The Second Coming of Steven Spielberg: Indy Encounters of the Fouth Kind

There was the predictable mob scene as the media horde surged between narrow barricades, clamoring to get into Indy IV. I got in without being crushed and can report that the movie went over pretty well with the crowd. But some of those same journalists who fought so hard to get a seat began their exodus as early as 20 minutes before the end of the film—so they could beat the mob scene that would converge on the Indy press conference after the screening. I stayed to the end. I’ll save a full scale review for the eve of the movie’s May 22 opening. But in a nutshell I can say that I enjoyed first half hour, a pastiche of witty touches and old-fashioned chase scenes; I got a bit dozy in the middle as the plot churned through the kind of byzantine details that are de rigeur with this franchise; then I got re-engaged towards the end.
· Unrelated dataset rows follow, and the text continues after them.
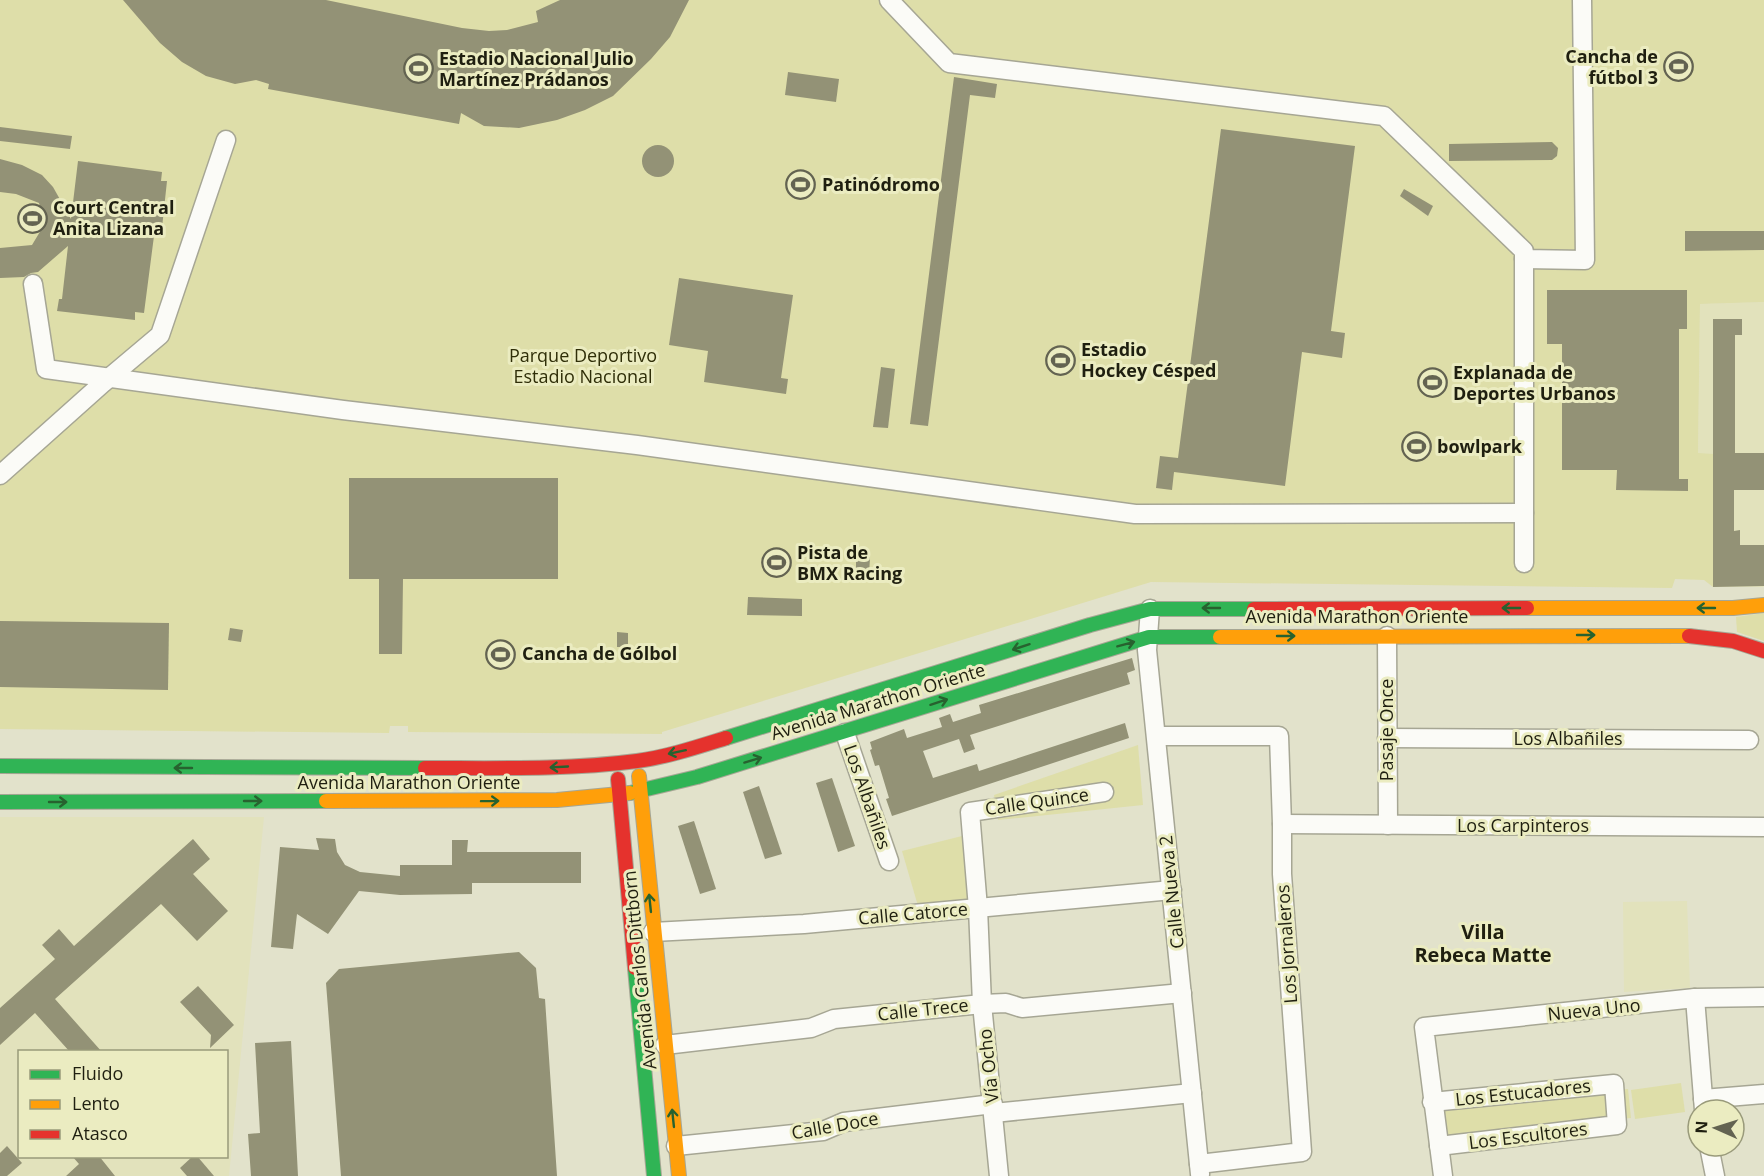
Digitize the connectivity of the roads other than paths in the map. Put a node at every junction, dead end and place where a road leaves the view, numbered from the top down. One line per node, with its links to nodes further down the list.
1 (889, 0): 4 (street)
2 (1581, 0): 4 (street)
3 (226, 140): 6 (street)
4 (1524, 259): 8 (street)
5 (33, 284): 6 (street)
6 (110, 376): 7 (street); 8 (street)
7 (0, 475)
8 (1524, 513): 9 (street)
9 (1524, 563)
10 (1764, 605): 11 (main road, Avenida Marathon Oriente, one-way to 11)
11 (1150, 609): 13 (street, Calle Nueva 2); 15 (main road, Avenida Marathon Oriente, one-way to 15)
12 (1387, 636): 13 (main road, Avenida Marathon Oriente, one-way to 12); 14 (main road, Avenida Marathon Oriente, one-way to 14); 18 (street, Pasaje Once)
13 (1149, 638): 15 (main road, Avenida Marathon Oriente, one-way to 13); 17 (street, Calle Nueva 2)
14 (1764, 651)
15 (968, 678): 16 (main road, Avenida Marathon Oriente, one-way to 15); 20 (main road, Avenida Marathon Oriente, one-way to 20)
16 (845, 732): 23 (main road, Avenida Marathon Oriente, one-way to 16); 38 (street, Los Albañiles)
17 (1157, 736): 33 (street, Los Jornaleros); 39 (street, Calle Nueva 2)
18 (1388, 738): 19 (street, Los Albañiles); 34 (street, Pasaje Once)
19 (1749, 740)
20 (638, 761): 21 (main road, Avenida Marathon Oriente); 25 (main road, Avenida Carlos Dittborn)
21 (617, 763): 24 (main road, Avenida Marathon Oriente, one-way to 24); 27 (main road, Avenida Carlos Dittborn)
22 (0, 766): 24 (main road, Avenida Marathon Oriente, one-way to 22)
23 (698, 777): 25 (main road, Avenida Marathon Oriente); 37 (main road)
24 (452, 785): 28 (main road, Avenida Marathon Oriente, one-way to 28); 29 (main road, Avenida Marathon Oriente, one-way to 24)
25 (640, 791): 27 (main road, Avenida Marathon Oriente); 37 (main road, Avenida Carlos Dittborn)
26 (1104, 792): 31 (street, Calle Quince)
27 (620, 795): 28 (main road, Avenida Marathon Oriente); 36 (main road, Avenida Carlos Dittborn)
28 (557, 800): 30 (main road)
29 (0, 802)
30 (592, 811)
31 (970, 812): 40 (street, Vía Ocho)
32 (606, 819): 36 (main road)
33 (1282, 824): 34 (street, Los Carpinteros); 57 (street, Los Jornaleros)
34 (1388, 825): 35 (street, Los Carpinteros)
35 (1764, 827)
36 (624, 850): 58 (main road, Avenida Carlos Dittborn)
37 (645, 850): 41 (main road, Avenida Carlos Dittborn, one-way to 37)
38 (889, 861)
39 (1172, 890): 40 (street, Calle Catorce); 42 (street, Calle Nueva 2)
40 (978, 908): 41 (street, Calle Catorce); 45 (street, Vía Ocho)
41 (653, 932): 46 (main road, Avenida Carlos Dittborn)
42 (1182, 993): 45 (street, Calle Trece); 47 (street, Calle Nueva 2)
43 (1764, 997): 44 (street, Nueva Uno)
44 (1695, 998): 49 (street); 51 (street, Nueva Uno)
45 (982, 1004): 46 (street, Calle Trece); 52 (street, Vía Ocho)
46 (665, 1045): 54 (main road, Avenida Carlos Dittborn, one-way to 46)
47 (1192, 1093): 52 (street, Calle Doce); 57 (street, Calle Nueva 2)
48 (1764, 1094): 50 (street)
49 (1702, 1098)
50 (1742, 1098)
51 (1432, 1102): 53 (street, Los Estucadores); 55 (street)
52 (993, 1108): 54 (street, Calle Doce); 60 (street, Vía Ocho)
53 (1617, 1125): 55 (street, Los Escultores)
54 (676, 1146): 59 (main road, Avenida Carlos Dittborn)
55 (1439, 1146): 61 (street)
56 (1712, 1158): 62 (street)
57 (1200, 1170)
58 (654, 1176)
59 (679, 1176)
60 (999, 1176)
61 (1443, 1176)
62 (1715, 1176)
This Indiana Jones premiere marks Spielberg’s first visit to Cannes since he launched E.T. here 26 years ago. At the press conference he said the only two movies people have ever asked him to do sequels to are, in fact, E.T. and Indiana Jones. For some reason, he says, “No one ever asks me if I’m going to make another A.I or 1941.” As Lucas us yesterday, in pushing for a fourth Indy movie, “Harrison was the impetus. Steven was the one who didn’t want to do it. I was the one who couldn’t think of anything to do.” Or, as Spielberg explained it, ““I was the hold out. I was the person saying, ‘I don’t know, I’m in my dark period, making all these historical dramas.’ Then I made Jurassic Park and thought, gee that felt good. It took us a long time to find the story.”

The new sequel is set in 1957, and opens in the Nevada desert, at a nuclear test site. The background is the Cold War and the Red Scare, with Blanchett archly cast as a Russian villain. And without giving too much away, it can be said that there are aliens in the film, and they’re not friendly. Lucas had always wanted to work aliens into the plot, he explained. “The others said, ‘We’re not doing alien movie.’ We discussed that for about 10 years. Ironically I went off and did my alien movie. Steven went off and did War of the Worlds, his alien movie.” And in the end, everyone agreed aliens were a good idea.
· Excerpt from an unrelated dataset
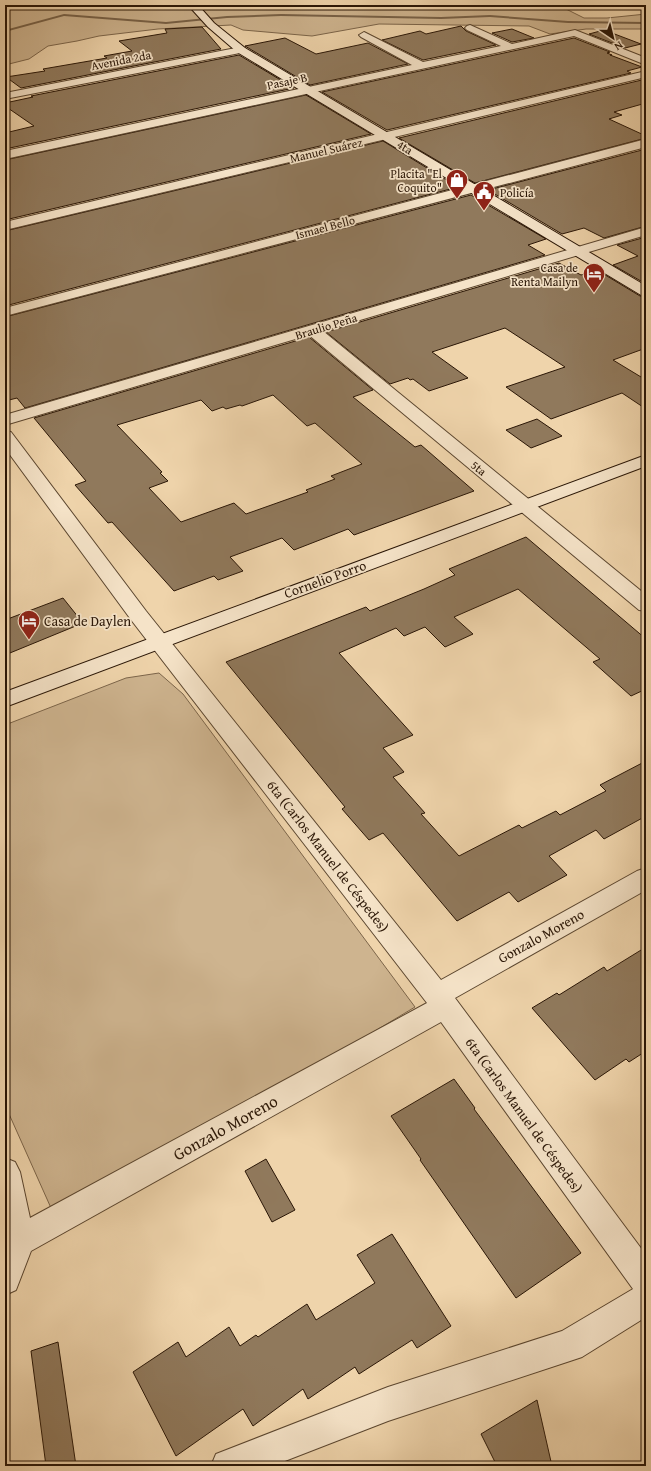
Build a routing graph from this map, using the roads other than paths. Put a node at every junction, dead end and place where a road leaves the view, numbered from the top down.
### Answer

The movie riffs on the ancient Mayan religion, but also indulges in obvious homages to Spielberg’s classic alien pictures—E.T. and Close Encounters of the Third Kind. It’s as if he satisfied the urge to make sequels to those films without having to go all the way. Yesterday I quoted Lucas saying, “When you do a film that’s this anticipated, people have a tendency to think it’s going to be the Second Coming. No matter what you give them, they’re going to be disappointed.” But in a sense the new Indiana Jones is the Second Coming—of Spielberg to Cannes, with shades of E.T., the movie that brought him here in the first place.